I would greatly appreciate it if people could please take the time to clarify this.
 A: HINT:
Note that $$\tan1=\tan(k-(k-1))=\frac{\tan k-\tan(k-1)}{1+\tan k\tan(k-1)}$$ from which the result follows.
The summation part is easy as the numerator is telescoping.

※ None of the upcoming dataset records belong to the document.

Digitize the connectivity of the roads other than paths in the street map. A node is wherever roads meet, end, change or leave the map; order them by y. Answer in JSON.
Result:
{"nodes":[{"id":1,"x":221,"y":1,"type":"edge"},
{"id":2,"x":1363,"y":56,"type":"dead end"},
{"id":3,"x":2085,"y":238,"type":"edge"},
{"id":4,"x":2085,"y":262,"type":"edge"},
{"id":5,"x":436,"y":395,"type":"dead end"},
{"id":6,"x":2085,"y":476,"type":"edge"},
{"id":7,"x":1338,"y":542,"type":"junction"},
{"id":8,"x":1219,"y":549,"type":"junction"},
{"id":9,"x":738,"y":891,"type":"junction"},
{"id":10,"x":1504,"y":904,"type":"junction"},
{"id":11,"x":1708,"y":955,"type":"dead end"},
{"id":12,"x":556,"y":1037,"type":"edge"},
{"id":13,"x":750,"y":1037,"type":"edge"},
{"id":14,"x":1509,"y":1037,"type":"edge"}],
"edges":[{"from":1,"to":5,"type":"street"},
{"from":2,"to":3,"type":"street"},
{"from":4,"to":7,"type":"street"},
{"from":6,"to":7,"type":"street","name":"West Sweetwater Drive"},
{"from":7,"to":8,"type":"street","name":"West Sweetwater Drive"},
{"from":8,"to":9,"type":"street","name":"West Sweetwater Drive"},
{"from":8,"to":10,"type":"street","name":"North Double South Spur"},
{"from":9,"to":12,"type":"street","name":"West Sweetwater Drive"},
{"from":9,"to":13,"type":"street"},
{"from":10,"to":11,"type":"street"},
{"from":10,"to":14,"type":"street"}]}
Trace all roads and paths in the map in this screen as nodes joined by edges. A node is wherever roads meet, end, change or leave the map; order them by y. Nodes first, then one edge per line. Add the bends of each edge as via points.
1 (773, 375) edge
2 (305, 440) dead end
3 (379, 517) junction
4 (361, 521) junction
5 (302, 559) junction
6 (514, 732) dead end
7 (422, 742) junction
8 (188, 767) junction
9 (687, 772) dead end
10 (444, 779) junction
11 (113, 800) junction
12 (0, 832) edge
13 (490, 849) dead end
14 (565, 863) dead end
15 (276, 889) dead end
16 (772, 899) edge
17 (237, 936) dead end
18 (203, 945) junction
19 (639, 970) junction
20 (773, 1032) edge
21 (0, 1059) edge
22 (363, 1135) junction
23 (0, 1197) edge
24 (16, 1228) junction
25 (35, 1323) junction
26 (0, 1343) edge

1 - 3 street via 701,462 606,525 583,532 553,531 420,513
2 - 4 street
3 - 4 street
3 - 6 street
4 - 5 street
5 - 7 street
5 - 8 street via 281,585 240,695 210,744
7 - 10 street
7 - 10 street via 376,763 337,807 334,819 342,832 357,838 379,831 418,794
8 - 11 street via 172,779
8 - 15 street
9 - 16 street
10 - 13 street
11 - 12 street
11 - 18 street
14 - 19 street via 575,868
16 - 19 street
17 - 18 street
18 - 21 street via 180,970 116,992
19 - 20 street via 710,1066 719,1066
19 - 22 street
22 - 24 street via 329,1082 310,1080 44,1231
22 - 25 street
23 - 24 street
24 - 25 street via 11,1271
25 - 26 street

A: Let $a:=\tan A,\,b:=\tan B,\,c:=\tan(A-B)=\dfrac{a-b}{1+ab}$ so $ab=\dfrac{a-b}{c}-1$. Hence $\tan k\tan (k-1)=\dfrac{\tan k-\tan (k-1)}{\tan 1}-1$, and your sum is $\dfrac{\tan n}{\tan 1}-n$.
A: $$\tan(k-(k-1))=\frac{\tan k-\tan(k-1)}{1+\tan k \tan (k-1)}$$
$$1+\tan k \tan (k-1)=\frac{\tan k-\tan(k-1)}{\tan 1}$$
$$\tan k \tan (k-1)=\frac{\tan k-\tan(k-1)}{\tan 1}-1$$
A: First, we have this
$$tan(A−B)= \frac{tan(A)−tan(B)}{1+tan(A)tan(B)}$$
Then, we can multiply both sides by $1 + tan(A)tan(B)$
$$tan(A−B)(1 + tan(A)tan(B))= \frac{(tan(A)−tan(B))(1 + tan(A)tan(B))}{1+tan(A)tan(B)}$$
Now we can simplify in the right hand side the expression $1 + tan(A)tan(B)$ and then, divide both sides by $tan(A-B)$
$$\frac{tan(A−B)(1 + tan(A)tan(B))}{tan(A - B)}= \frac{tan(A)−tan(B)}{tan(A - B)}$$
Now, simplify $tan(A - B)$
$$1 + tan(A)tan(B)= \frac{tan(A)−tan(B)}{tan(A - B)}$$
Now, let's substract 1 in both sides
$$tan(A)tan(B)= \frac{tan(A)−tan(B)}{tan(A - B)} - 1$$
Now, Let $A = k$ and $B = (k - 1)$
$$tan(k)tan(k - 1)= \frac{tan(k)−tan(k - 1)}{tan(1)} - 1$$
Note: $tan(A - B)$ can't by equal to zero to divide